Piano Concerto No 2 in F sharp minor
1960; for piano and string orchestra; dedicated to Elaine Goldberg

Allegro con brio  [4'23]
Andante lento  [7'09]

Introduction  EnglishFrançaisDeutsch
Williamson composed the Piano Concerto No 2 in F sharp minor over a period of just eight days in late 1960 for a competition requiring a concerto for piano and string orchestra sponsored by the Department of Music and the Choral Society of the University of Western Australia. To his delight, it won a prize and in May 1962 it was premiered by Michael Brimer and the University of Western Australia String Orchestra conducted by Frank Callaway. At this time Williamson’s career as a pianist was at its height, and he subsequently performed the work himself in venues across the world. He described the concerto as ‘an overtly Australian work aiming at spontaneity and vigour rather than profundity’, and in his preface to the revised score he conceded: ‘For me this concerto is a serious parody, a necessary reaction at the time of my First Symphony, my Sinfonia concertante and other works of a more serious interior nature. I mean no parody of any classic, of mediæval music or even a parody of the parodists; it is a parody of myself.’
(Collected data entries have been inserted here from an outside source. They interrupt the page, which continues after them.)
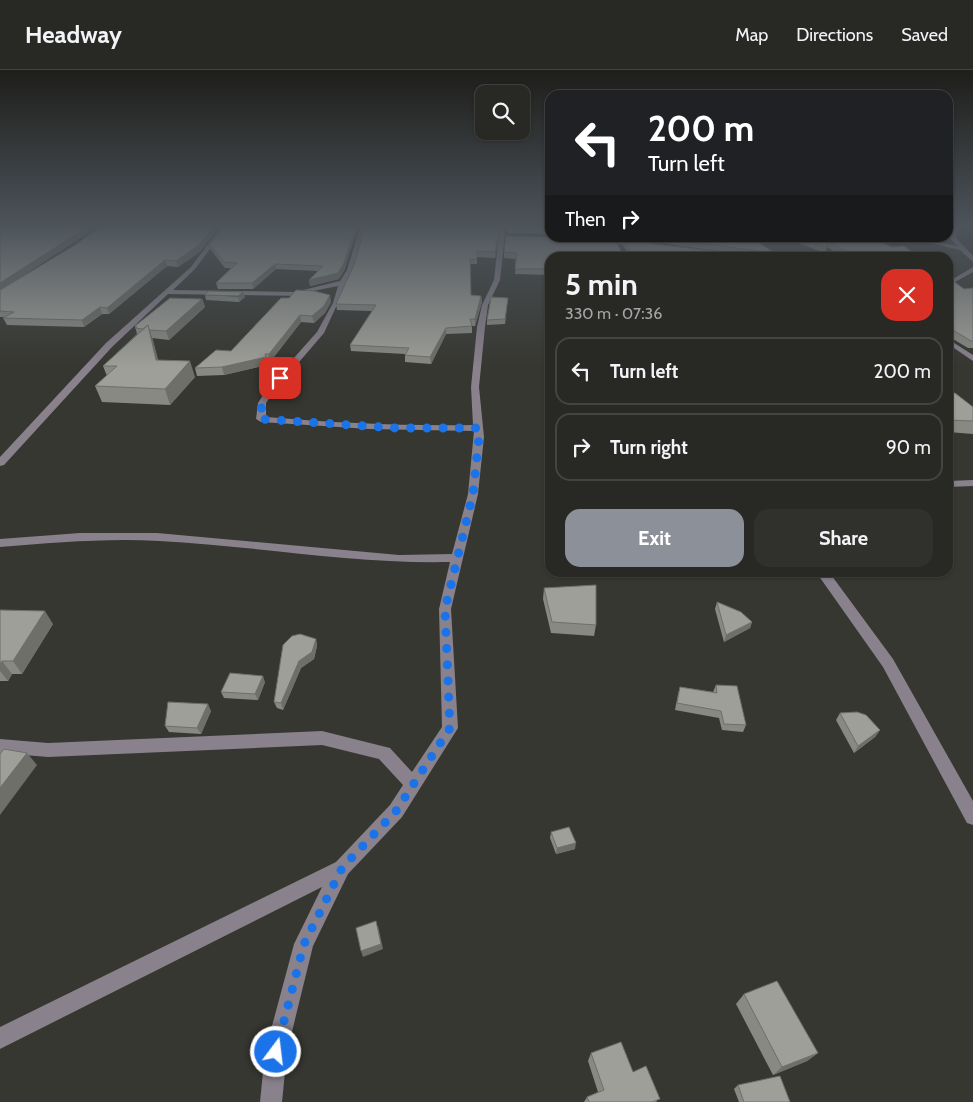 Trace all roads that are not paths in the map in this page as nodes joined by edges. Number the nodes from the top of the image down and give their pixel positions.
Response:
1 (188, 272) edge
2 (349, 272) edge
3 (498, 272) edge
4 (965, 272) edge
5 (953, 277) edge
6 (953, 278) edge
7 (973, 280) edge
8 (342, 283) junction
9 (166, 292) junction
10 (284, 295) junction
11 (330, 298) junction
12 (953, 345) edge
13 (973, 359) edge
14 (478, 428) junction
15 (0, 463) edge
16 (973, 483) edge
17 (953, 484) edge
18 (0, 543) edge
19 (457, 558) junction
20 (826, 577) edge
21 (0, 746) edge
22 (413, 784) junction
23 (973, 817) edge
24 (342, 868) junction
25 (0, 1038) edge
26 (271, 1102) edge

1 - 9 street
2 - 8 street
3 - 14 street
4 - 5 street
6 - 7 street
8 - 10 street
8 - 11 street
9 - 10 street
9 - 15 street
10 - 11 street
11 - 14 street
12 - 13 street
14 - 19 street
16 - 17 street
18 - 19 street
19 - 22 street
20 - 23 street
21 - 22 street
22 - 24 street
24 - 25 street
24 - 26 street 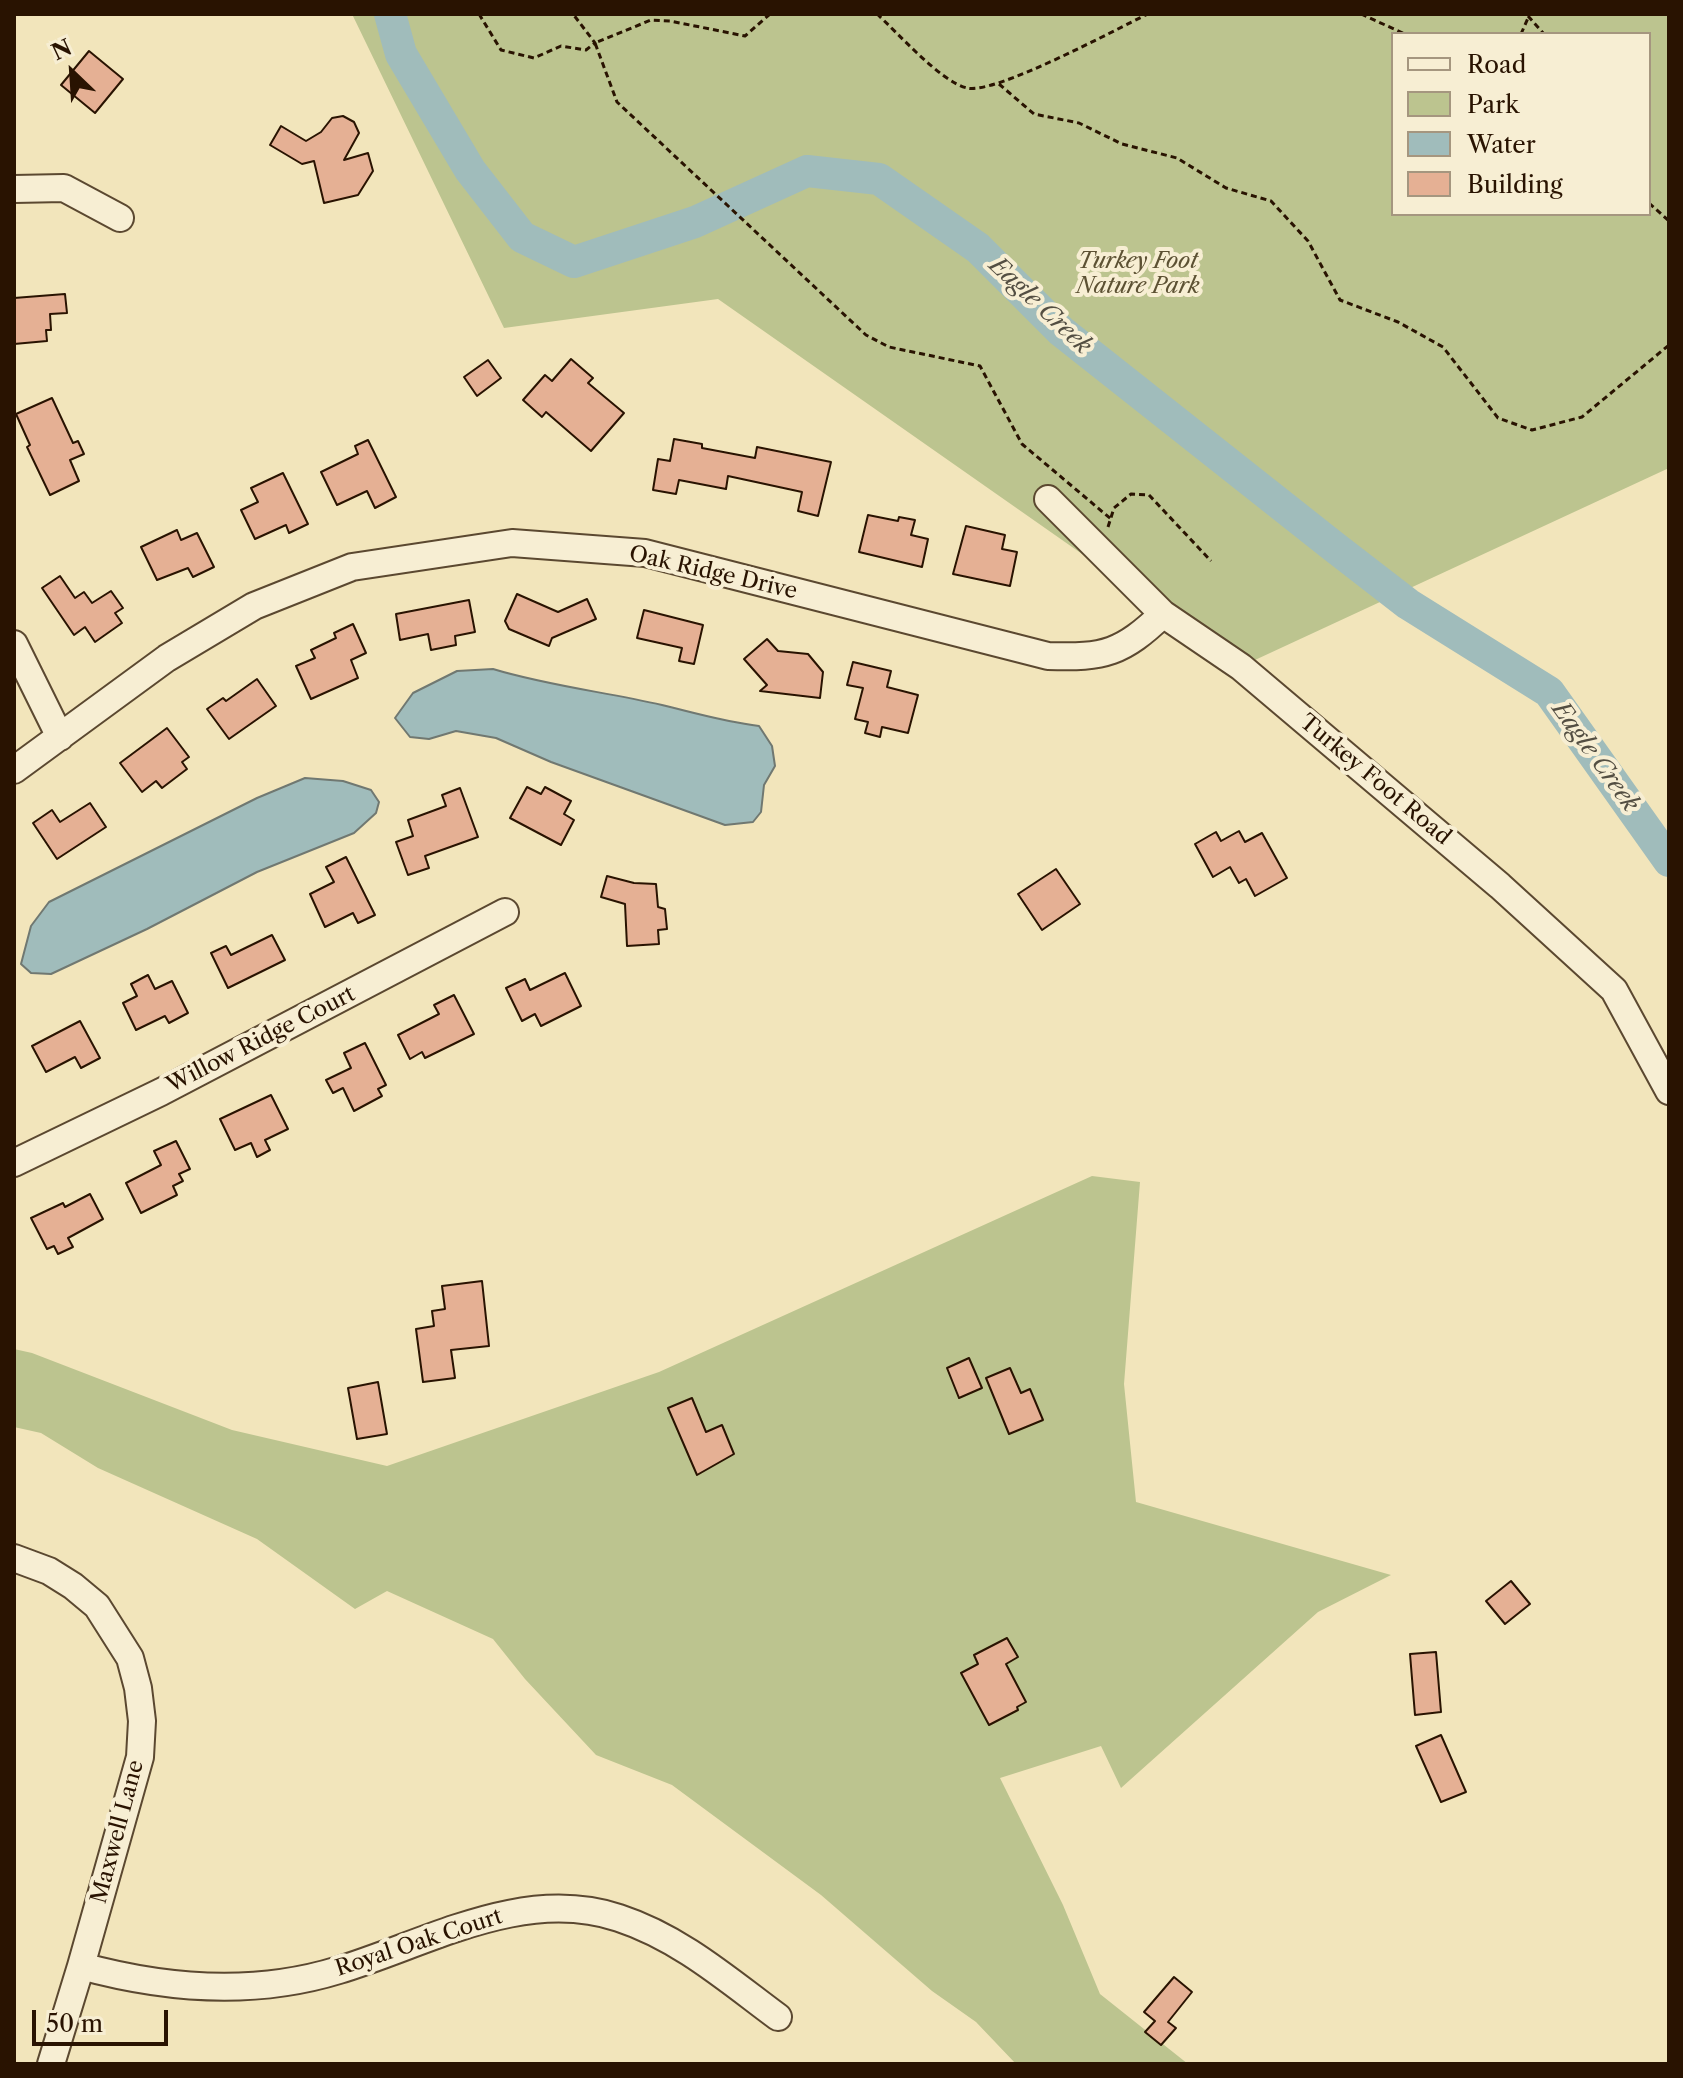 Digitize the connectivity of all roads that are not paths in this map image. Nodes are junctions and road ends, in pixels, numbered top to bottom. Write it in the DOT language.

Although fundamentally a monothematic work, this concerto incorporates a range of musical styles, or ‘densities’, that can be seen as broadly representative of Williamson’s eclectic musical language. His encounters with the music of George Gershwin and Richard Rodgers, for example, are evident in the exuberant outer movements (marked Allegro con brio and Allegro con spirito, respectively) with their lively, syncopated rhythms and catchy melodies. Simultaneously, the crisp, transparent textures and rhythmic inflections in these movements reflect the influence of Stravinsky and Bartók. In fact, one of the themes in the final movement quotes the finale of Stravinsky’s Firebird directly, a particularly apt borrowing given that the concerto was composed exactly fifty years after the ballet was written and premiered. In contrast, the central Andante lento movement is more introspective and reflective; it opens with a solemn canon for the strings before ushering in a poignant chant-like theme, which was perhaps inspired by the Jewish heritage of the work’s dedicatee, Elaine Goldberg, a talented pianist and the cousin of Williamson’s wife, Dolly.